La felice esperienza di Les Étoiles, salutata da grande successo di critica e di pubblico, ha portato ad una nuova collaborazione tra Daniele Cipriani e l’instancabile stilista Capucci con il prestigioso coinvolgimento della Fondazione del Teatro Carlo Felice di Genova ovvero alla realizzazione di 15 costumi per il concerto in forma scenica Le creature di Prometeo / Le creature di Capucci, a partire dai bozzetti della mostra fiorentina “Capucci dionisiaco. Disegni per il Teatro”.
Racconta Roberto Capucci: “Qualche anno fa, mentre rimettevo in ordine il mio archivio di disegni per la Fondazione, mi imbattei in una vecchia bustona ingiallita, il contenuto della quale mi fece fare un salto indietro nel tempo: correva l’anno 1948 e avevo 18 anni, ero un giovane studente dell’Accademia delle Belle Arti. La busta conteneva bozzetti di costumi per una rivista musicale che doveva tenersi a Buenos Aires. Mi ricordo con quale passione e quante attese mi ero messo a creare quei costumi. Ma, come spesso accade, il progetto non andò in porto. Gli eventi della mia vita professionale presero la piega che tutti conosciamo ma se le cose fossero andate in altro modo oggi forse non sarei un creatore di moda ma vivrei in Argentina. A parte l’esperienza con il Teatro di San Carlo di Napoli con Capriccio di Richard Strauss (2002) e le molte collaborazioni con la mia cara amica, il soprano Raina Kabaivanska, non avevo mai creato per la scena. Ma il costume teatrale è sempre rimasto nel mio cuore e da qualche anno ho cominciato, nel mio tempo libero, a creare in questa direzione.
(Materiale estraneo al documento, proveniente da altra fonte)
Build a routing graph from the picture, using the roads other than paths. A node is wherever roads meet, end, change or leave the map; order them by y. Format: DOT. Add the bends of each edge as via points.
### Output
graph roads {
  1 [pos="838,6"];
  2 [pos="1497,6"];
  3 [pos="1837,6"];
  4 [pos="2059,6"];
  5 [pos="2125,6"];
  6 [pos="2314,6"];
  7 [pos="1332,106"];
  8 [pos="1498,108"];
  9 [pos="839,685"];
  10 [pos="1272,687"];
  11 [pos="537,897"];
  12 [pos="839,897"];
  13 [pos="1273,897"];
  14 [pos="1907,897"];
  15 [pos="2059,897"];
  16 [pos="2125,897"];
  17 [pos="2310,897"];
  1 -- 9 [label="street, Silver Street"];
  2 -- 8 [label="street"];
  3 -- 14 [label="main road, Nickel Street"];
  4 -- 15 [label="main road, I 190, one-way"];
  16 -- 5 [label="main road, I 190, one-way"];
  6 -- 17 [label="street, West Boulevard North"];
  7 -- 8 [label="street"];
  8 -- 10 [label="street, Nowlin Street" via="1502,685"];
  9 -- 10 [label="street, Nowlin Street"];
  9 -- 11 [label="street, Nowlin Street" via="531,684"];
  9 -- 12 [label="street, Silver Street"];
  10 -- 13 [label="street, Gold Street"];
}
Ho cominciato a esporre disegni di questo progetto a qualche mostra: in occasione della Sovrana Eleganza al Castello della Principessa Odescalchi fino alle ultime due mostre, Capucci Dionisiaco. Disegni per il teatro (Firenze, Palazzo Pitti) e Spettacolo onirico. Disegni per il teatro (Napoli, Palazzo Scarpetta). Il successo di critica e pubblico mi ha spinto a continuare su questa strada. È quindi con forte emozione ed energia che mi sono immerso in questo progetto.”